ACTIVITY |
Please work out how many lines in the records below include the word "امين", and reply with that number only.

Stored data
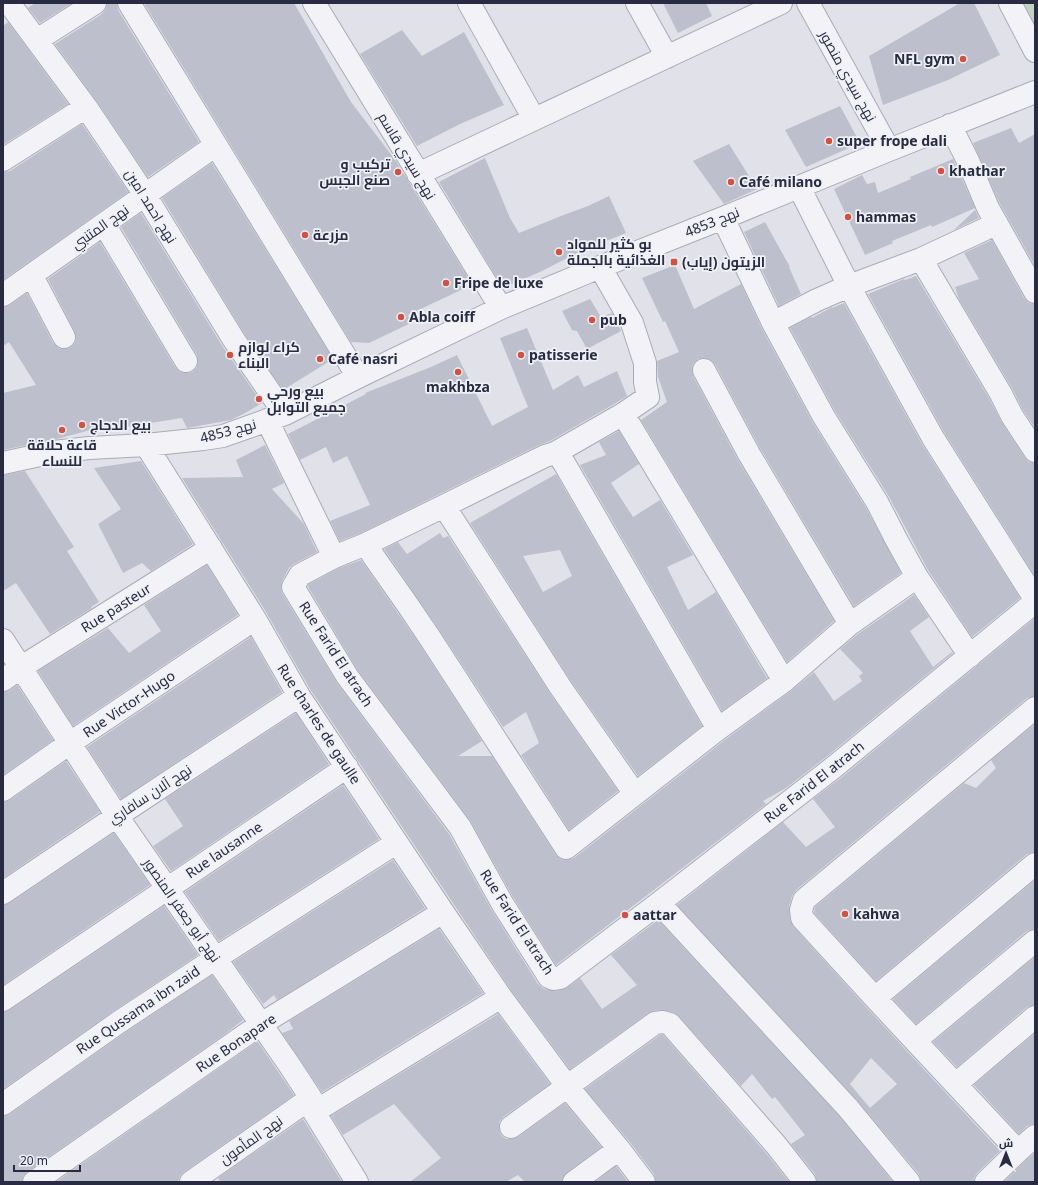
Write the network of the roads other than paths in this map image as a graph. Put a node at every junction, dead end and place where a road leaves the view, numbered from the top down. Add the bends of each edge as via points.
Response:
1 (95, 3) edge
2 (129, 3) edge
3 (314, 3) edge
4 (470, 3) edge
5 (637, 3) edge
6 (781, 3) edge
7 (808, 3) edge
8 (1010, 3) edge
9 (10, 14) edge
10 (37, 40) junction
11 (1035, 51) edge
12 (667, 56) junction
13 (1035, 92) edge
14 (86, 107) junction
15 (534, 119) junction
16 (950, 125) junction
17 (216, 146) junction
18 (889, 150) junction
19 (3, 160) edge
20 (418, 174) junction
21 (799, 187) junction
22 (145, 195) junction
23 (723, 218) junction
24 (104, 224) junction
25 (996, 224) junction
26 (921, 259) junction
27 (600, 266) junction
28 (32, 276) junction
29 (849, 286) junction
30 (1035, 292) edge
31 (3, 295) edge
32 (501, 308) junction
33 (773, 323) junction
34 (64, 336) dead end
35 (186, 361) dead end
36 (704, 370) dead end
37 (358, 377) junction
38 (623, 414) junction
39 (276, 417) junction
40 (146, 445) junction
41 (1035, 450) edge
42 (555, 453) junction
43 (3, 463) edge
44 (444, 506) junction
45 (366, 544) junction
46 (211, 548) junction
47 (334, 557) junction
48 (917, 577) junction
49 (1035, 601) edge
50 (255, 619) junction
51 (850, 624) junction
52 (3, 640) edge
53 (970, 656) junction
54 (20, 668) junction
55 (3, 680) edge
56 (784, 681) junction
57 (299, 696) junction
58 (1035, 708) edge
59 (718, 729) junction
60 (70, 743) junction
61 (347, 767) junction
62 (3, 790) edge
63 (636, 794) junction
64 (117, 816) junction
65 (396, 842) junction
66 (1035, 864) edge
67 (167, 888) junction
68 (3, 893) edge
69 (659, 903) junction
70 (443, 912) junction
71 (1035, 941) edge
72 (216, 958) junction
73 (501, 998) junction
74 (875, 998) junction
75 (3, 1000) edge
76 (1035, 1017) edge
77 (261, 1024) junction
78 (916, 1040) junction
79 (956, 1084) junction
80 (567, 1086) junction
81 (3, 1104) edge
82 (312, 1105) junction
83 (510, 1127) dead end
84 (1035, 1136) edge
85 (619, 1149) junction
86 (1018, 1151) junction
87 (34, 1182) edge
88 (191, 1182) edge
89 (356, 1182) edge
90 (574, 1182) edge
91 (644, 1182) edge
92 (805, 1182) edge
93 (910, 1182) edge
94 (986, 1182) edge

1 - 10 street
2 - 17 street
3 - 20 street, نهج سيدي قاسم
4 - 15 street
5 - 12 street
6 - 12 street
7 - 18 street, نهج سيدي منصور
8 - 11 street
9 - 10 street, نهج احمد امين
10 - 14 street, نهج احمد امين
12 - 15 street
13 - 16 street, نهج 4853
14 - 19 street
14 - 22 street, نهج احمد امين
15 - 20 street
16 - 18 street, نهج 4853
16 - 25 street
17 - 22 street, نهج المتنبي
17 - 37 street
18 - 21 street, نهج 4853
20 - 32 street, نهج سيدي قاسم
21 - 23 street, نهج 4853
21 - 29 street
22 - 24 street, نهج المتنبي
22 - 39 street, نهج احمد امين via 234,340
23 - 27 street, نهج 4853
23 - 33 street
24 - 28 street, نهج المتنبي
24 - 35 street
25 - 26 street
25 - 30 street
26 - 29 street
26 - 41 street via 1012,416
27 - 32 street, نهج 4853
27 - 38 street via 632,323 645,363 648,397
28 - 31 street, نهج المتنبي
28 - 34 street
29 - 33 street
29 - 49 street via 933,438
32 - 37 street, نهج 4853
33 - 48 street via 824,417 877,502
36 - 51 street via 749,454
37 - 39 street, نهج 4853
38 - 42 street
38 - 56 street
39 - 40 street, نهج 4853 via 222,436
39 - 47 street
40 - 43 street, نهج 4853 via 89,448
40 - 46 street, Rue charles de gaulle
42 - 44 street
42 - 59 street via 564,463
44 - 45 street
44 - 63 street via 561,688
45 - 47 street
45 - 63 street via 566,848
46 - 50 street, Rue charles de gaulle
46 - 54 street, Rue pasteur
47 - 69 street, Rue Farid El atrach via 300,575 293,587 347,676 460,827 502,903 549,977 560,978
48 - 51 street
48 - 53 street
49 - 53 street, Rue Farid El atrach
50 - 57 street, Rue charles de gaulle
50 - 60 street, Rue Victor-Hugo
51 - 56 street
52 - 54 street, نهج أبو جعفر المنصور
53 - 69 street, Rue Farid El atrach via 834,767
54 - 55 street, Rue pasteur
54 - 60 street, نهج أبو جعفر المنصور
56 - 59 street
57 - 61 street, Rue charles de gaulle
57 - 64 street, نهج آلان سافاري
58 - 74 street via 804,900 802,918
59 - 63 street
60 - 62 street, Rue Victor-Hugo
60 - 64 street, نهج أبو جعفر المنصور
61 - 65 street, Rue charles de gaulle
61 - 67 street, Rue lausanne
64 - 67 street, نهج أبو جعفر المنصور
64 - 68 street, نهج آلان سافاري
65 - 70 street, Rue charles de gaulle
65 - 72 street, Rue Qussama ibn zaid
66 - 74 street
67 - 72 street, نهج أبو جعفر المنصور
67 - 75 street, Rue lausanne
69 - 93 street via 848,1108
70 - 73 street, Rue charles de gaulle
70 - 77 street, Rue Bonapare
71 - 78 street
72 - 77 street, نهج أبو جعفر المنصور
72 - 81 street, Rue Qussama ibn zaid via 119,1022
73 - 80 street, Rue charles de gaulle
73 - 82 street, نهج المأمون
74 - 78 street
76 - 79 street
77 - 82 street, نهج أبو جعفر المنصور via 288,1063
77 - 87 street, Rue Bonapare
78 - 79 street
79 - 86 street
80 - 83 street
80 - 85 street, Rue charles de gaulle
80 - 92 street via 654,1023 670,1024
82 - 88 street, نهج المأمون
82 - 89 street, نهج أبو جعفر المنصور
84 - 86 street
85 - 90 street
85 - 91 street, Rue charles de gaulle
86 - 94 street

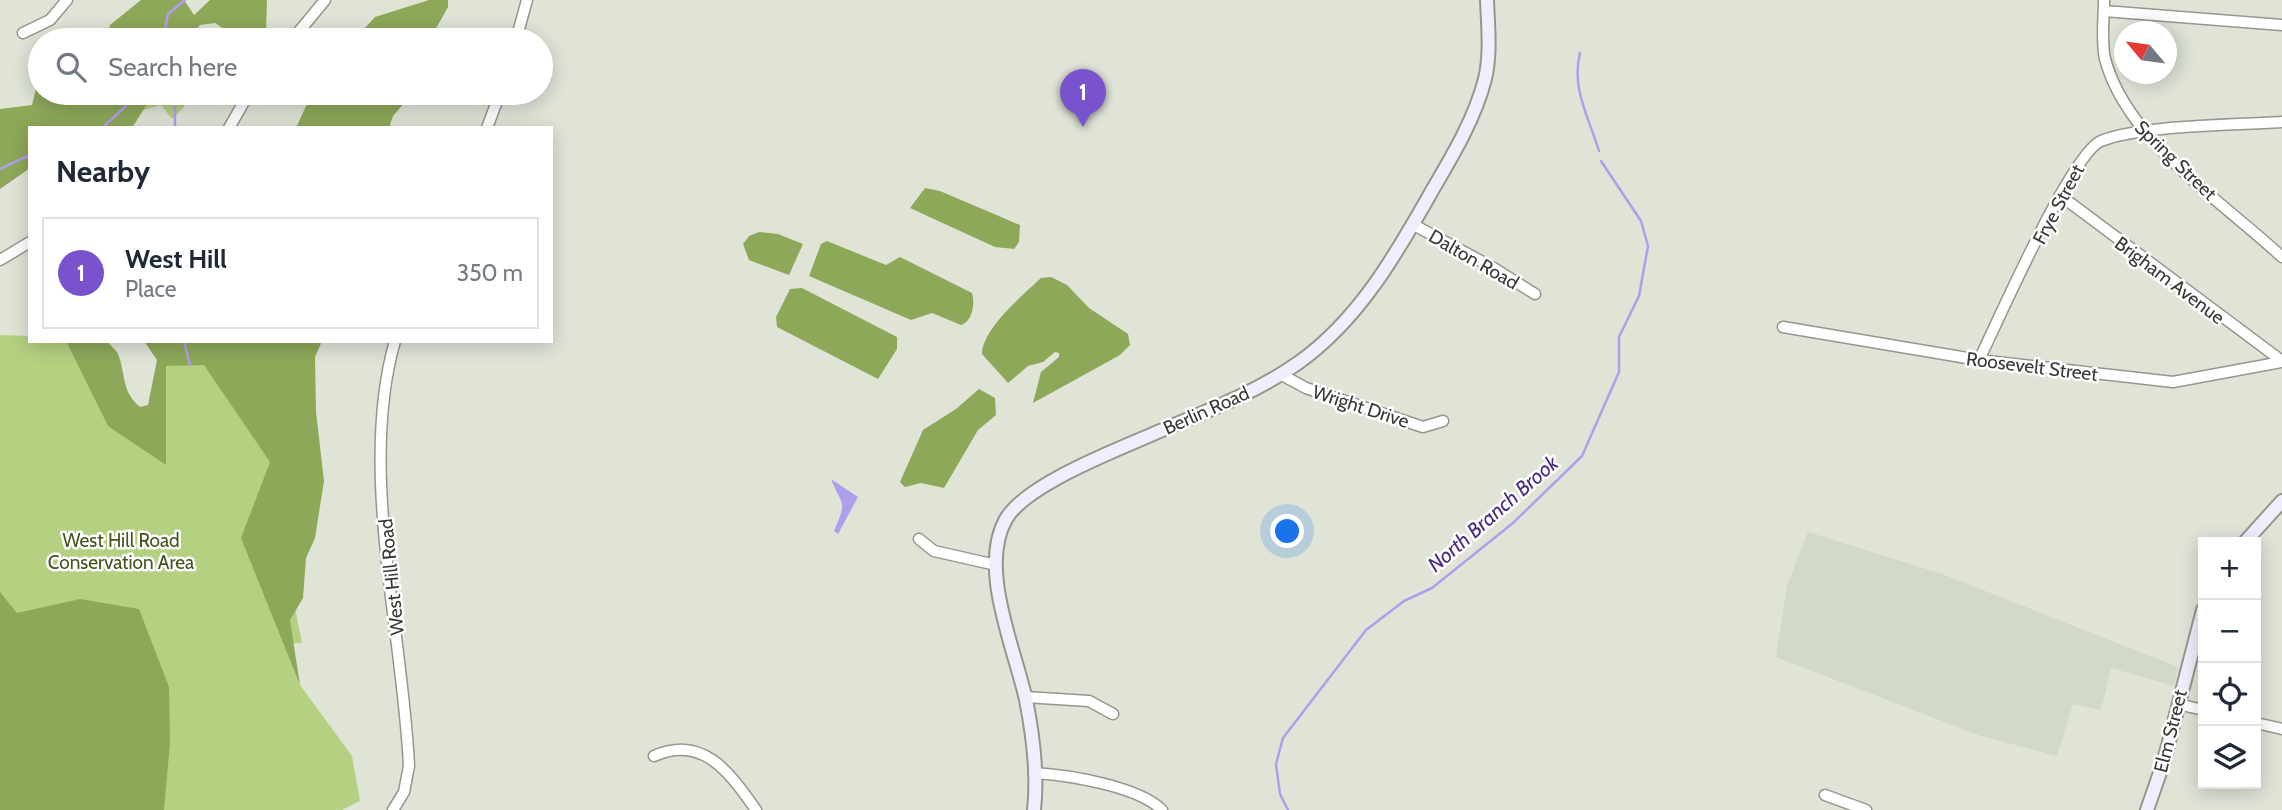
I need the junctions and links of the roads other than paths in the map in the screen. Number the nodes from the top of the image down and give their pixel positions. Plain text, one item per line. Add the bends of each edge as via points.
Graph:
1 (66, 0) edge
2 (325, 0) edge
3 (527, 0) edge
4 (1487, 0) edge
5 (2104, 0) edge
6 (2104, 11) junction
7 (2282, 25) edge
8 (33, 28) edge
9 (302, 28) edge
10 (519, 28) edge
11 (28, 31) edge
12 (23, 33) dead end
13 (242, 105) edge
14 (496, 105) edge
15 (2282, 122) edge
16 (230, 126) edge
17 (488, 126) edge
18 (2145, 132) junction
19 (2061, 196) junction
20 (1412, 224) junction
21 (28, 243) edge
22 (2282, 257) edge
23 (0, 260) edge
24 (1535, 294) dead end
25 (1783, 327) dead end
26 (395, 343) edge
27 (1979, 360) junction
28 (2282, 361) edge
29 (1280, 374) junction
30 (1443, 421) dead end
31 (2282, 501) edge
32 (2250, 537) edge
33 (919, 539) dead end
34 (996, 565) junction
35 (2198, 629) edge
36 (1025, 697) junction
37 (2178, 704) junction
38 (2198, 709) edge
39 (1113, 713) dead end
40 (2261, 724) edge
41 (2282, 729) edge
42 (654, 756) dead end
43 (1034, 774) junction
44 (1825, 795) dead end
45 (393, 810) edge
46 (756, 810) edge
47 (1034, 810) edge
48 (1162, 810) edge
49 (1866, 810) edge
50 (2147, 810) edge

1 - 8 street via 50,20
2 - 9 street
3 - 10 street
4 - 20 street, Berlin Road via 1487,70 1482,89 1457,147
5 - 6 street, Spring Street
6 - 7 street
6 - 18 street, Spring Street via 2104,56 2111,78 2129,115
11 - 12 street
13 - 16 street
14 - 17 street
15 - 18 street, Frye Street
18 - 19 street, Frye Street via 2091,147
18 - 22 street, Spring Street
19 - 27 street, Frye Street
19 - 28 street, Brigham Avenue
20 - 24 street, Dalton Road
20 - 29 street, Berlin Road via 1376,283 1342,325
21 - 23 street
25 - 27 street, Roosevelt Street
26 - 45 street, West Hill Road via 380,457 409,766 404,792
27 - 28 street, Roosevelt Street via 2173,382
29 - 30 street, Wright Drive via 1306,388 1423,427
29 - 34 street, Berlin Road via 1045,486 1005,520
31 - 32 street
33 - 34 street via 934,551
34 - 36 street, Berlin Road via 1002,609
35 - 37 street, Elm Street
36 - 39 street via 1088,701
36 - 43 street, Berlin Road
37 - 38 street
37 - 50 street, Elm Street
40 - 41 street
42 - 46 street via 675,748 703,755 730,775
43 - 47 street, Berlin Road
43 - 48 street via 1091,780
44 - 49 street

EXERCISE SOLUTION |
4